What to work on: Give back the entries exactly as they read, leaving each image out.
[Opening Input data section]
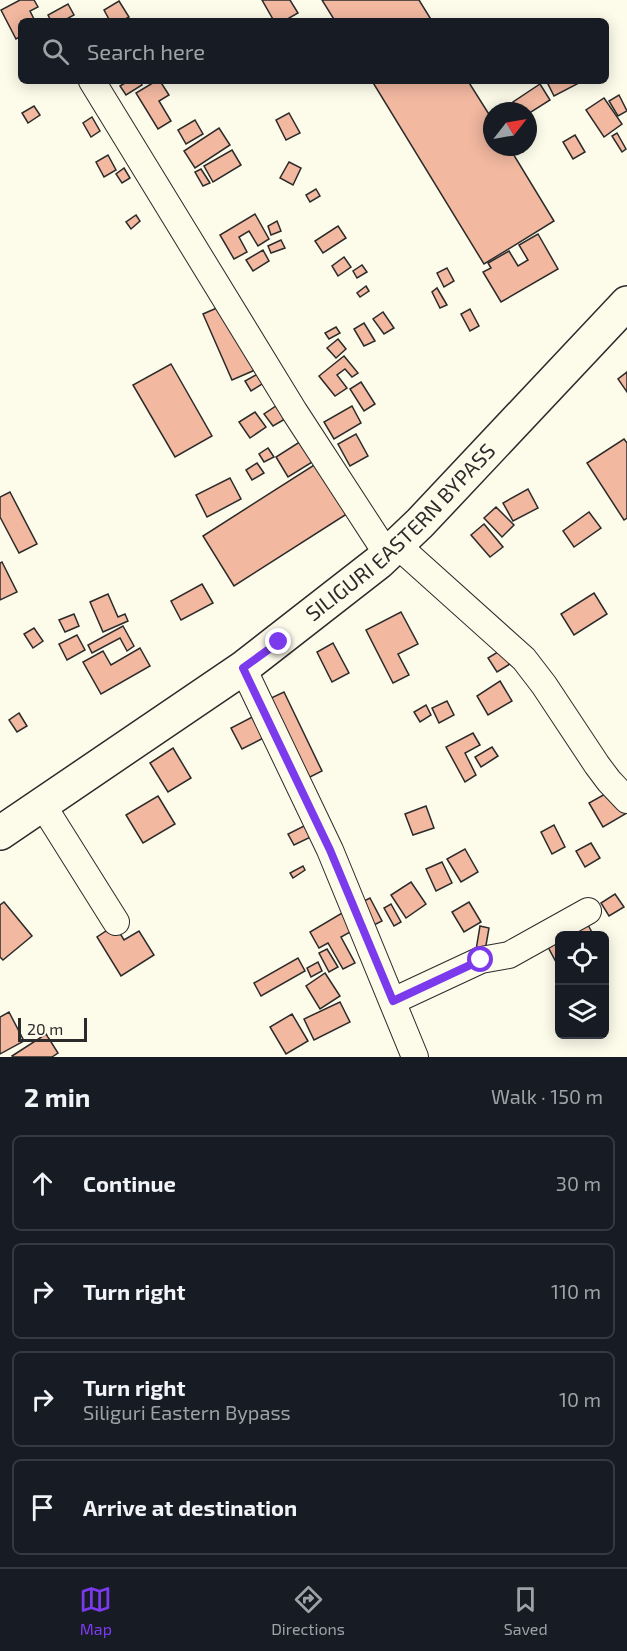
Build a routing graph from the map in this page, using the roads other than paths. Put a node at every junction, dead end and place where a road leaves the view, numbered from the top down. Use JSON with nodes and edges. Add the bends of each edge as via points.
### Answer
{"nodes":[{"id":1,"x":94,"y":84,"type":"edge"},
{"id":2,"x":625,"y":308,"type":"edge"},
{"id":3,"x":392,"y":549,"type":"junction"},
{"id":4,"x":243,"y":668,"type":"junction"},
{"id":5,"x":627,"y":800,"type":"edge"},
{"id":6,"x":42,"y":804,"type":"junction"},
{"id":7,"x":0,"y":833,"type":"edge"},
{"id":8,"x":588,"y":911,"type":"dead end"},
{"id":9,"x":116,"y":922,"type":"dead end"},
{"id":10,"x":393,"y":1001,"type":"junction"},
{"id":11,"x":415,"y":1057,"type":"edge"}],
"edges":[{"from":1,"to":3,"type":"street","via":[[294,411]]},
{"from":2,"to":3,"type":"main road","name":"SILIGURI EASTERN BYPASS"},
{"from":3,"to":4,"type":"main road","name":"SILIGURI EASTERN BYPASS"},
{"from":3,"to":5,"type":"street","via":[[524,659],[597,765]]},
{"from":4,"to":6,"type":"main road","name":"SILIGURI EASTERN BYPASS"},
{"from":4,"to":10,"type":"street","via":[[330,850]]},
{"from":6,"to":7,"type":"main road","name":"SILIGURI EASTERN BYPASS"},
{"from":6,"to":9,"type":"street"},
{"from":8,"to":10,"type":"street","via":[[509,956],[481,960]]},
{"from":10,"to":11,"type":"street"}]}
[Closing Input data section]
Exercise result:
Build a routing graph from the map in this page, using the roads other than paths. Put a node at every junction, dead end and place where a road leaves the view, numbered from the top down. Use JSON with nodes and edges. Add the bends of each edge as via points.
### Answer
{"nodes":[{"id":1,"x":94,"y":84,"type":"edge"},
{"id":2,"x":625,"y":308,"type":"edge"},
{"id":3,"x":392,"y":549,"type":"junction"},
{"id":4,"x":243,"y":668,"type":"junction"},
{"id":5,"x":627,"y":800,"type":"edge"},
{"id":6,"x":42,"y":804,"type":"junction"},
{"id":7,"x":0,"y":833,"type":"edge"},
{"id":8,"x":588,"y":911,"type":"dead end"},
{"id":9,"x":116,"y":922,"type":"dead end"},
{"id":10,"x":393,"y":1001,"type":"junction"},
{"id":11,"x":415,"y":1057,"type":"edge"}],
"edges":[{"from":1,"to":3,"type":"street","via":[[294,411]]},
{"from":2,"to":3,"type":"main road","name":"SILIGURI EASTERN BYPASS"},
{"from":3,"to":4,"type":"main road","name":"SILIGURI EASTERN BYPASS"},
{"from":3,"to":5,"type":"street","via":[[524,659],[597,765]]},
{"from":4,"to":6,"type":"main road","name":"SILIGURI EASTERN BYPASS"},
{"from":4,"to":10,"type":"street","via":[[330,850]]},
{"from":6,"to":7,"type":"main road","name":"SILIGURI EASTERN BYPASS"},
{"from":6,"to":9,"type":"street"},
{"from":8,"to":10,"type":"street","via":[[509,956],[481,960]]},
{"from":10,"to":11,"type":"street"}]}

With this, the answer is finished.